Wires `gitlab-database-data_isolation` into the Rails monolith.

What does this MR do and why?

Wires gitlab-database-data_isolation into the Rails monolith.

  • config/initializers/gitlab_database_data_isolation.rb — builds sharding_key_map from Gitlab::Database::Dictionary entries for the organizations key, sets strategy: :arel, and resolves current_sharding_key_value from Current.organization&.id. Calls DataIsolation.install! to activate.
  • config/initializers/0_load_gitlab_database.rb — explicitly requires lib/gitlab/database.rb before Bundler loads the gem. The gem opens the Gitlab::Database namespace during Bundler.require; without this, Zeitwerk sees a pre-defined constant and raises a conflict.

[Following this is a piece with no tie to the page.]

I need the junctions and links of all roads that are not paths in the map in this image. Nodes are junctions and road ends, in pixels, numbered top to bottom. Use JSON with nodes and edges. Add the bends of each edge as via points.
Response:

The logic is only enabled for organizations table. Furthermore, the change is behind a feature flag. And only active for Organizations that are marked as isolated: these don't exist yet

Why these spec_helper changes are needed

The data_isolation feature flag (introduced in milestone 19.0) is evaluated on every query against the organizations table. This happens because the data isolation AR extension intercepts arel calls on that table and invokes Gitlab::Organizations::Isolation.enabled?, which in turn calls Feature.enabled?(:data_isolation, ...).

Why logging triggers

Feature::Definition#for_upcoming_milestone? returns true when a flag's milestone is ahead of the running GitLab version. Because the flag's milestone is 19.0 and the current version is 18.11, this method returns true for data_isolation. As a result, every call to Feature.enabled?(:data_isolation) is recorded in RequestStore[:feature_flag_events] via Feature#log_feature_flag_state.

How this breaks tests

ExceptionLogFormatter (and ContextPayloadGenerator for Sentry) reads Feature.logged_states_for_log when formatting an exception. If feature_flag_events is non-empty, it appends exception.feature_flag_states: ["data_isolation:0"] to the payload.

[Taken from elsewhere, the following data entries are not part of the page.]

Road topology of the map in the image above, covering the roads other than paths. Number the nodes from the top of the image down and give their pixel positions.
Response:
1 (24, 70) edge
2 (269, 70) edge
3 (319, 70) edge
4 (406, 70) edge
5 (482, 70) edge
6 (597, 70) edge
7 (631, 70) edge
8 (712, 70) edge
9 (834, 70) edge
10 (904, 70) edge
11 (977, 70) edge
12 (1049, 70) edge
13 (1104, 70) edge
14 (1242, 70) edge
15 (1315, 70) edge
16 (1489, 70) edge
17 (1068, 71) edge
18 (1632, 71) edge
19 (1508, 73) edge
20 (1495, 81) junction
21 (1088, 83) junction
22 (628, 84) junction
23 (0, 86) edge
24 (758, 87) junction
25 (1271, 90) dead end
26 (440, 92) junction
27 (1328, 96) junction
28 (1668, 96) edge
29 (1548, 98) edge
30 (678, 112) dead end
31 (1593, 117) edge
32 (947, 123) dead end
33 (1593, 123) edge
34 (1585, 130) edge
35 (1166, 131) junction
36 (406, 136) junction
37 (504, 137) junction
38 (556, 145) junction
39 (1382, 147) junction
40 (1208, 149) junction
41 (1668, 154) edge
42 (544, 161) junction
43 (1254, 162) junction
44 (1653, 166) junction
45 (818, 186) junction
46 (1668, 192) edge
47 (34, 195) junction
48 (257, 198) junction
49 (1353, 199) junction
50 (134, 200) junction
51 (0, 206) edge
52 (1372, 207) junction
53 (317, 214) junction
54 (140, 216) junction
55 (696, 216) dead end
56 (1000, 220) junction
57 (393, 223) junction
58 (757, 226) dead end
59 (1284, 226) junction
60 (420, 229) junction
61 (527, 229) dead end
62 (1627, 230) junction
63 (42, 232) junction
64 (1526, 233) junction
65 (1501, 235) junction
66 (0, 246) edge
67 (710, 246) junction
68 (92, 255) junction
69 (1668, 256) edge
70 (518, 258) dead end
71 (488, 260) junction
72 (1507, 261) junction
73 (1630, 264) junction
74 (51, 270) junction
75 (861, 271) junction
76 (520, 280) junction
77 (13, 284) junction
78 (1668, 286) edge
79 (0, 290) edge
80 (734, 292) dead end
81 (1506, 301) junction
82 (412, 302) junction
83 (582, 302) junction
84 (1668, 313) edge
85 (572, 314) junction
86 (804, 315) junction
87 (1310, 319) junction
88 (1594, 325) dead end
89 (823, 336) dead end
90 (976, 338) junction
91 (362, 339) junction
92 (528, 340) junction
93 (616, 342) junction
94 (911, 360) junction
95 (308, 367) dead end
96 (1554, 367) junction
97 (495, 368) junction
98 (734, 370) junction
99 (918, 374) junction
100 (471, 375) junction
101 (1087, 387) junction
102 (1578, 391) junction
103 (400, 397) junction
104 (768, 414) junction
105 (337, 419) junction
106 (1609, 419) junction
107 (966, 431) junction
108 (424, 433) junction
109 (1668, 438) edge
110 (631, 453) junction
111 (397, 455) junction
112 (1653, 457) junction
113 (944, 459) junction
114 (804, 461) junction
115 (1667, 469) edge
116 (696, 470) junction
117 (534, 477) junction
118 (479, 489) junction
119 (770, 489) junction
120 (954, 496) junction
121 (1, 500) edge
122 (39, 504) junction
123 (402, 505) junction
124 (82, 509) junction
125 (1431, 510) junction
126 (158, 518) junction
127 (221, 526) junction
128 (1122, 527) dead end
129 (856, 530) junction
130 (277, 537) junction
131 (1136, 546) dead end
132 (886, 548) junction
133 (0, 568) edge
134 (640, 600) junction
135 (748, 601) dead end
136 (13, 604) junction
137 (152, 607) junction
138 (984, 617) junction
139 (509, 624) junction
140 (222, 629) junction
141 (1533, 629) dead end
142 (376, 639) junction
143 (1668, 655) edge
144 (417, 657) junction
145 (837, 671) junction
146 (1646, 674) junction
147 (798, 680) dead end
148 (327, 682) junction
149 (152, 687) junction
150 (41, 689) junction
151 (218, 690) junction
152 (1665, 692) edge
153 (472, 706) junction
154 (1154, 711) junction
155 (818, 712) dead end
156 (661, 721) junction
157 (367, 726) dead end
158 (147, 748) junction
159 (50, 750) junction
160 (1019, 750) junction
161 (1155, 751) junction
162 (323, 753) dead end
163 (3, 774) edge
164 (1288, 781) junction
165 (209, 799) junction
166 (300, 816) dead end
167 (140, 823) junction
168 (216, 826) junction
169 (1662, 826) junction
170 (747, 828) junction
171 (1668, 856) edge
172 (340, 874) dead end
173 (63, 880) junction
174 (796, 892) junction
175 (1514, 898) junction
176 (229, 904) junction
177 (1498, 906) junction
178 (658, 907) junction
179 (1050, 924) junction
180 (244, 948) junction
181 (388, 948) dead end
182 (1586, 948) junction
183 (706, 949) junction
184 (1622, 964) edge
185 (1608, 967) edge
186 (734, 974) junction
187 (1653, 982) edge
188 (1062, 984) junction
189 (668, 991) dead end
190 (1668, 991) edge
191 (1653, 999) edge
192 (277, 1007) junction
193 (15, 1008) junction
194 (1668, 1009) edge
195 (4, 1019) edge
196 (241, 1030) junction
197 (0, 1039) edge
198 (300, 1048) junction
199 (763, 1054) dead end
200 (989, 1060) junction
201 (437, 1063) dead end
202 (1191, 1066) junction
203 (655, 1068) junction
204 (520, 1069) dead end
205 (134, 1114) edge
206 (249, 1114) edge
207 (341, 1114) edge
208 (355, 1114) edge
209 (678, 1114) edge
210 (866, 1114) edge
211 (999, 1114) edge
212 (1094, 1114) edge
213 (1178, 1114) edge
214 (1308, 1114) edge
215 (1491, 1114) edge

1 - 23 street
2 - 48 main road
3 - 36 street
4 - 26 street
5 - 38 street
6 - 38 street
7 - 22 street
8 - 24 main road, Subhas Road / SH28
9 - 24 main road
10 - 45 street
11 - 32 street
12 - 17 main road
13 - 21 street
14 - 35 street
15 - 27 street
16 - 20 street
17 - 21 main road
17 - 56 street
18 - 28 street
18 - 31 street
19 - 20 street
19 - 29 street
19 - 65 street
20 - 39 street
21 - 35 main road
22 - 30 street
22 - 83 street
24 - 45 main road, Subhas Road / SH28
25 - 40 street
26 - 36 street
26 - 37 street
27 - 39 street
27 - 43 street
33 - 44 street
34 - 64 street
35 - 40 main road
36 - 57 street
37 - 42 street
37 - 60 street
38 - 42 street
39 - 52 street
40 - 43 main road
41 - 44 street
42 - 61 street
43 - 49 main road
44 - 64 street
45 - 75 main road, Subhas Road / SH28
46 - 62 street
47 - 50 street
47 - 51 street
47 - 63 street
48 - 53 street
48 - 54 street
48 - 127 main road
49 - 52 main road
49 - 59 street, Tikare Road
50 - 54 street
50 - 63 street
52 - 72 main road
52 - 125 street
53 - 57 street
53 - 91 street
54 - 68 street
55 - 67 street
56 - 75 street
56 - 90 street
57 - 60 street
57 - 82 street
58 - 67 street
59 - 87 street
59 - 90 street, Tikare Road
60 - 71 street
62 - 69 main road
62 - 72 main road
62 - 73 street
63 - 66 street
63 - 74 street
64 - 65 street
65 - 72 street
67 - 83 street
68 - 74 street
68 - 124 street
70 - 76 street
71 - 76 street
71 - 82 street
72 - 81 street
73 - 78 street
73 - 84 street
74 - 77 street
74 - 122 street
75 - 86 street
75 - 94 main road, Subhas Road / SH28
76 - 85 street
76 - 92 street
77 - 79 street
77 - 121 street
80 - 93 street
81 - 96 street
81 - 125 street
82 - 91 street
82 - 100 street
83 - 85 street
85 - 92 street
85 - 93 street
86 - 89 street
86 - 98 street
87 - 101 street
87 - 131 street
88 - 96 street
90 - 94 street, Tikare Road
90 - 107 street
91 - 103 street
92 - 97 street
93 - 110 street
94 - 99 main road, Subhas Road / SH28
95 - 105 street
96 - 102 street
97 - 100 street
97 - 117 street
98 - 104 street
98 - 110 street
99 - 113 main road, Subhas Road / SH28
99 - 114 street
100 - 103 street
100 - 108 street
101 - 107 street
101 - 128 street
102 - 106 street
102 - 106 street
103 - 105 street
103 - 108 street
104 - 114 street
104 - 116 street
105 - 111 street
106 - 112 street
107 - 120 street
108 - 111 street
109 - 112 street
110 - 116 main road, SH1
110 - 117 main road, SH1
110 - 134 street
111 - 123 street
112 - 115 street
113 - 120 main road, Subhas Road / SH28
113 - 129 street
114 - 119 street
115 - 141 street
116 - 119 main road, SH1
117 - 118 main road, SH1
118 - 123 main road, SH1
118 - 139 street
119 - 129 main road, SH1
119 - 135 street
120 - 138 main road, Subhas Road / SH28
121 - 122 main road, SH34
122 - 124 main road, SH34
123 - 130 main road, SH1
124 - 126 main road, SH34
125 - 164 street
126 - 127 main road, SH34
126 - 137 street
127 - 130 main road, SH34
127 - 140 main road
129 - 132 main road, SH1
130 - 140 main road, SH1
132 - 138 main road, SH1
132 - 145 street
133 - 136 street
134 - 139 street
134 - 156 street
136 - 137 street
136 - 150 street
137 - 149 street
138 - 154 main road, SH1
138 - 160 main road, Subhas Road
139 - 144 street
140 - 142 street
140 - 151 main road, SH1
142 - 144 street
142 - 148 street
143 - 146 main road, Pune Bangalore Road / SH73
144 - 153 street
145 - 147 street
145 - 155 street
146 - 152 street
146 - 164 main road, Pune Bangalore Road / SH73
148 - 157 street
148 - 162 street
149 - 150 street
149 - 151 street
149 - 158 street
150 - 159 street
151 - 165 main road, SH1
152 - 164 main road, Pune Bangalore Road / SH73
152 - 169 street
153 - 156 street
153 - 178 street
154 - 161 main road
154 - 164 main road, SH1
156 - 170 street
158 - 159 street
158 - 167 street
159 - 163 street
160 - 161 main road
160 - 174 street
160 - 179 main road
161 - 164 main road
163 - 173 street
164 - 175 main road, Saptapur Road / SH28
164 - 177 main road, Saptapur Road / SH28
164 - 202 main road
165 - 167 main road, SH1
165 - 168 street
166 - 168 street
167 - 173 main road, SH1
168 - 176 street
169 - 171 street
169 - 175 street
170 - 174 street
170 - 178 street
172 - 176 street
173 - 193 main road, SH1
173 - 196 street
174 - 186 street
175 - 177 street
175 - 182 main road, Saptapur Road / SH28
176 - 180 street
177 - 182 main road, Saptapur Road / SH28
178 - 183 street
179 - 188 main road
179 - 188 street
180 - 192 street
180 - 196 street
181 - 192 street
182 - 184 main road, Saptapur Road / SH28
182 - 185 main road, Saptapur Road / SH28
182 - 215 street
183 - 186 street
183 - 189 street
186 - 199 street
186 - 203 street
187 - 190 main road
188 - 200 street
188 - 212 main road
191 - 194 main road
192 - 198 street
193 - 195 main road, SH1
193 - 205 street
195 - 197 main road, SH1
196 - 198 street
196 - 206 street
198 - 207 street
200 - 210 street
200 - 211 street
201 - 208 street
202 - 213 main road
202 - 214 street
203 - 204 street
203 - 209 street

Because RequestStore uses a plain thread-local (Thread.current[:request_store]) it persists across the entire test run unless explicitly cleared. Factory setup code — let_it_be blocks (which run in before(:all)) and let! (which runs as a per-example before hook, after config.before) — all trigger organization queries, silently populating feature_flag_events before the test body executes. Any spec that then asserts on an exact exception log payload fails because of the unexpected exception.feature_flag_states key.

The fix

Two things are done in config.before, before each example:

  1. RequestStore.delete(:feature_flag_events) — clears state accumulated by let_it_be (or any other before(:all) setup) that ran before this hook.

  2. Stub Feature.log_feature_flag_states?(:data_isolation) to return false — prevents the flag from being recorded during the example itself, including inside let! hooks that run after config.before. The preceding and_call_original default ensures all other feature flags continue to log normally.

Together these ensure that data_isolation never appears in exception payloads during specs, without affecting any other feature flag logging behaviour.

Query plans

We change the way we retrieve the Current Organization. We need to include the isolation state of an organization.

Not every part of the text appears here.